===== Record excerpts =====
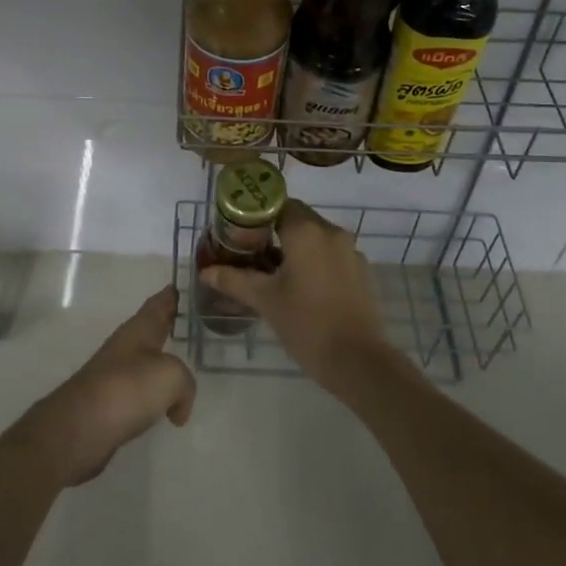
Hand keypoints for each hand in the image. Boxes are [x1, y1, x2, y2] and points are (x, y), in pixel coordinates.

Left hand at [20, 287, 196, 486]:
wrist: (80, 428)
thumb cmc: (128, 388)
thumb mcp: (171, 376)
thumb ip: (185, 383)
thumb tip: (178, 407)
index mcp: (140, 329)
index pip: (159, 303)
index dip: (172, 294)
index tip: (182, 285)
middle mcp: (126, 346)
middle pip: (151, 330)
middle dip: (169, 326)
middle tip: (192, 324)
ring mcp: (115, 375)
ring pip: (146, 362)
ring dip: (162, 363)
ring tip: (183, 367)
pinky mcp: (109, 404)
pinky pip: (140, 392)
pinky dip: (154, 396)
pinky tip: (165, 408)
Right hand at [197, 200, 394, 392]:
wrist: (358, 361)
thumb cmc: (307, 324)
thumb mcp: (265, 300)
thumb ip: (233, 280)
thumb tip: (205, 272)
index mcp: (307, 231)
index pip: (277, 204)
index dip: (256, 215)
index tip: (239, 232)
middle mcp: (331, 232)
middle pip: (297, 218)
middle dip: (273, 231)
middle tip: (250, 252)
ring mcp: (350, 251)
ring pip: (315, 237)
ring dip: (294, 247)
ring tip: (272, 271)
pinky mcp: (361, 271)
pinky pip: (331, 254)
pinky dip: (314, 261)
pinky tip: (301, 286)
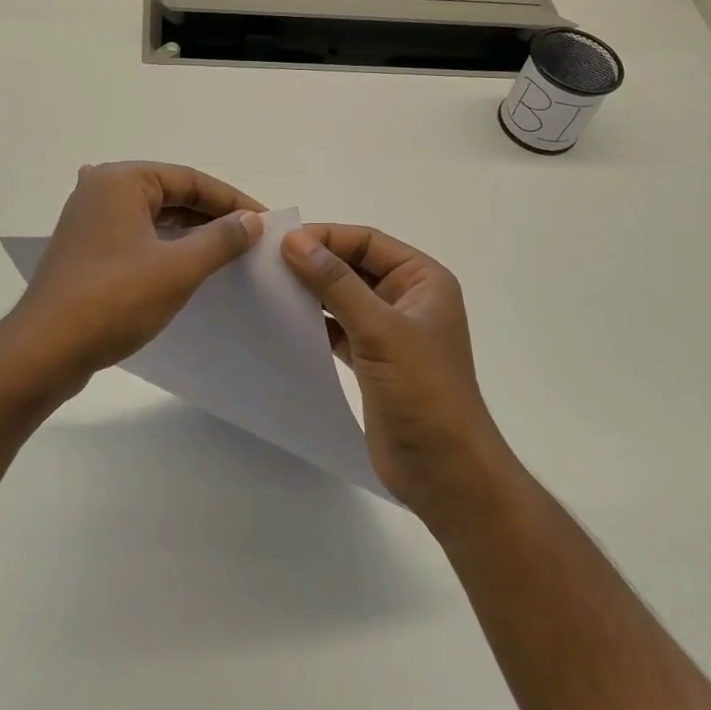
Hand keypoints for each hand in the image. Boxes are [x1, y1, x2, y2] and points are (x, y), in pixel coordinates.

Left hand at [9, 162, 265, 394]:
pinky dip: (164, 247)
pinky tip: (186, 266)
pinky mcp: (84, 249)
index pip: (190, 179)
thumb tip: (251, 220)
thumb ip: (221, 239)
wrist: (44, 351)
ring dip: (189, 233)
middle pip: (170, 194)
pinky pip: (136, 237)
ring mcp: (88, 220)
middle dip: (211, 215)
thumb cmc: (114, 300)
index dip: (231, 200)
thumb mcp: (178, 268)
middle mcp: (101, 189)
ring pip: (153, 217)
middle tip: (250, 238)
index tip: (264, 221)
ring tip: (227, 253)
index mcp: (121, 180)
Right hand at [282, 225, 512, 522]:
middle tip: (265, 264)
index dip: (325, 238)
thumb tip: (292, 241)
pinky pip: (338, 328)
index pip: (367, 242)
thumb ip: (335, 283)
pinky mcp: (373, 360)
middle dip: (314, 263)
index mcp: (422, 279)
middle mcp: (408, 298)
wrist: (445, 471)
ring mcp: (390, 330)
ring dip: (311, 292)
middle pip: (354, 266)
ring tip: (268, 289)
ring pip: (343, 297)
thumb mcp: (379, 329)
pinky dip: (314, 323)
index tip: (279, 243)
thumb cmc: (422, 390)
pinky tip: (284, 322)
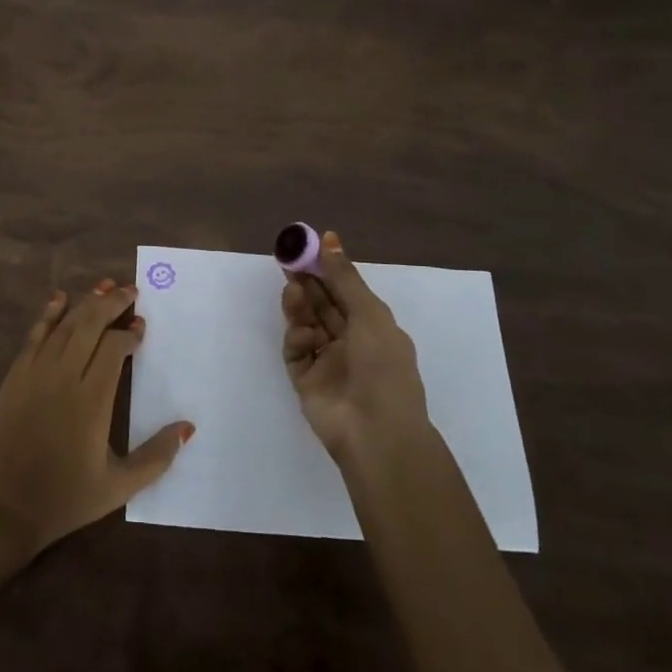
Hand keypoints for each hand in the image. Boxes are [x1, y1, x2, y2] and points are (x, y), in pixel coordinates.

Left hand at [0, 281, 193, 560]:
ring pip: (64, 325)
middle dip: (112, 303)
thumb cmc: (61, 501)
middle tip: (130, 290)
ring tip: (103, 286)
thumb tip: (187, 427)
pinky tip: (58, 298)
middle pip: (90, 325)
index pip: (114, 349)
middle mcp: (64, 376)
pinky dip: (48, 314)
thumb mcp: (117, 488)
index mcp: (92, 400)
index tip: (141, 327)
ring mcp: (35, 373)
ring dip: (85, 302)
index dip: (129, 334)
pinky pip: (34, 335)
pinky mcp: (13, 377)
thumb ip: (156, 457)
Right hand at [281, 229, 430, 455]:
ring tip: (291, 288)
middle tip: (288, 259)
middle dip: (307, 282)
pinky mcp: (306, 379)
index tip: (310, 245)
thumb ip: (344, 278)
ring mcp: (327, 361)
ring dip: (300, 305)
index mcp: (373, 326)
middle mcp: (350, 341)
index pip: (346, 290)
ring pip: (307, 324)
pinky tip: (302, 332)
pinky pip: (296, 351)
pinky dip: (298, 338)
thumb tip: (330, 240)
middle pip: (323, 304)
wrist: (375, 432)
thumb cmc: (383, 367)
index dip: (328, 268)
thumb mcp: (369, 314)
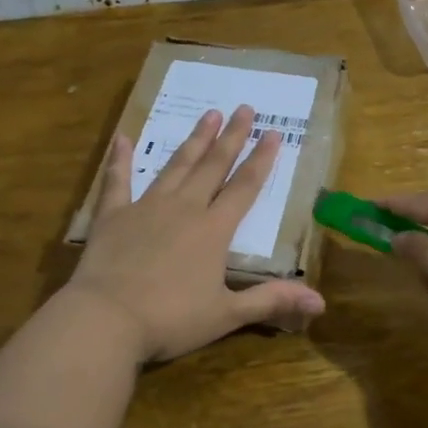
=====
**Task**: Starting at the line that contains "thumb tip: (178, 407)" and stopping after the line that contains "middle pip: (297, 218)", write out every line exactly as it appears above, and no other line.

**The answer**:
thumb tip: (178, 407)
index mcp: (140, 329)
index pip: (159, 303)
index dip: (172, 294)
index tip: (182, 285)
middle mcp: (126, 346)
middle pip: (151, 330)
middle dip: (169, 326)
middle tip: (192, 324)
ring mcp: (115, 375)
ring pip: (146, 362)
ring dip: (162, 363)
ring tip: (183, 367)
pinky mcp: (109, 404)
pinky pip: (140, 392)
pinky dip: (154, 396)
pinky tip: (165, 408)
Right hand at [197, 200, 394, 392]:
wrist: (358, 361)
thumb cmc: (307, 324)
thumb mcp: (265, 300)
thumb ip: (233, 280)
thumb tip: (205, 272)
index mcp: (307, 231)
index pip: (277, 204)
index dip: (256, 215)
index tip: (239, 232)
middle mcp: (331, 232)
middle pip: (297, 218)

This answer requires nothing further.